### STUDY MATERIAL

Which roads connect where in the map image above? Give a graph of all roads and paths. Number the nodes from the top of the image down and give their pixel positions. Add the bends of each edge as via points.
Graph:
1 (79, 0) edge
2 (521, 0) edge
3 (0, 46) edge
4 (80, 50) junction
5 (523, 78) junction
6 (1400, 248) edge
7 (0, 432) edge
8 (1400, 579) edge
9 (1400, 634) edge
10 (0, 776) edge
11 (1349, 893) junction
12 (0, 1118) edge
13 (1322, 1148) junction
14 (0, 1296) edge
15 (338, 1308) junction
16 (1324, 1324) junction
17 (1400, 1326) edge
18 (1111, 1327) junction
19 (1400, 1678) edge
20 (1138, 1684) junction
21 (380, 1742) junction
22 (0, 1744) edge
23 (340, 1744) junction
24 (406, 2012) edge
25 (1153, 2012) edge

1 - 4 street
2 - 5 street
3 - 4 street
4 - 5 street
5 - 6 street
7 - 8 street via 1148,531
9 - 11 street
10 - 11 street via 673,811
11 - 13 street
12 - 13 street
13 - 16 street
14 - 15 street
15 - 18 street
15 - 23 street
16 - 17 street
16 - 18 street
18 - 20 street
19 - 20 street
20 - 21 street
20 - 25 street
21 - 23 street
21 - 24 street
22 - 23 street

######

**BRIEF:** The entries above must be copied verbatim. Leave none out.

**TASK SOLUTION:**
Which roads connect where in the map image above? Give a graph of all roads and paths. Number the nodes from the top of the image down and give their pixel positions. Add the bends of each edge as via points.
Graph:
1 (79, 0) edge
2 (521, 0) edge
3 (0, 46) edge
4 (80, 50) junction
5 (523, 78) junction
6 (1400, 248) edge
7 (0, 432) edge
8 (1400, 579) edge
9 (1400, 634) edge
10 (0, 776) edge
11 (1349, 893) junction
12 (0, 1118) edge
13 (1322, 1148) junction
14 (0, 1296) edge
15 (338, 1308) junction
16 (1324, 1324) junction
17 (1400, 1326) edge
18 (1111, 1327) junction
19 (1400, 1678) edge
20 (1138, 1684) junction
21 (380, 1742) junction
22 (0, 1744) edge
23 (340, 1744) junction
24 (406, 2012) edge
25 (1153, 2012) edge

1 - 4 street
2 - 5 street
3 - 4 street
4 - 5 street
5 - 6 street
7 - 8 street via 1148,531
9 - 11 street
10 - 11 street via 673,811
11 - 13 street
12 - 13 street
13 - 16 street
14 - 15 street
15 - 18 street
15 - 23 street
16 - 17 street
16 - 18 street
18 - 20 street
19 - 20 street
20 - 21 street
20 - 25 street
21 - 23 street
21 - 24 street
22 - 23 street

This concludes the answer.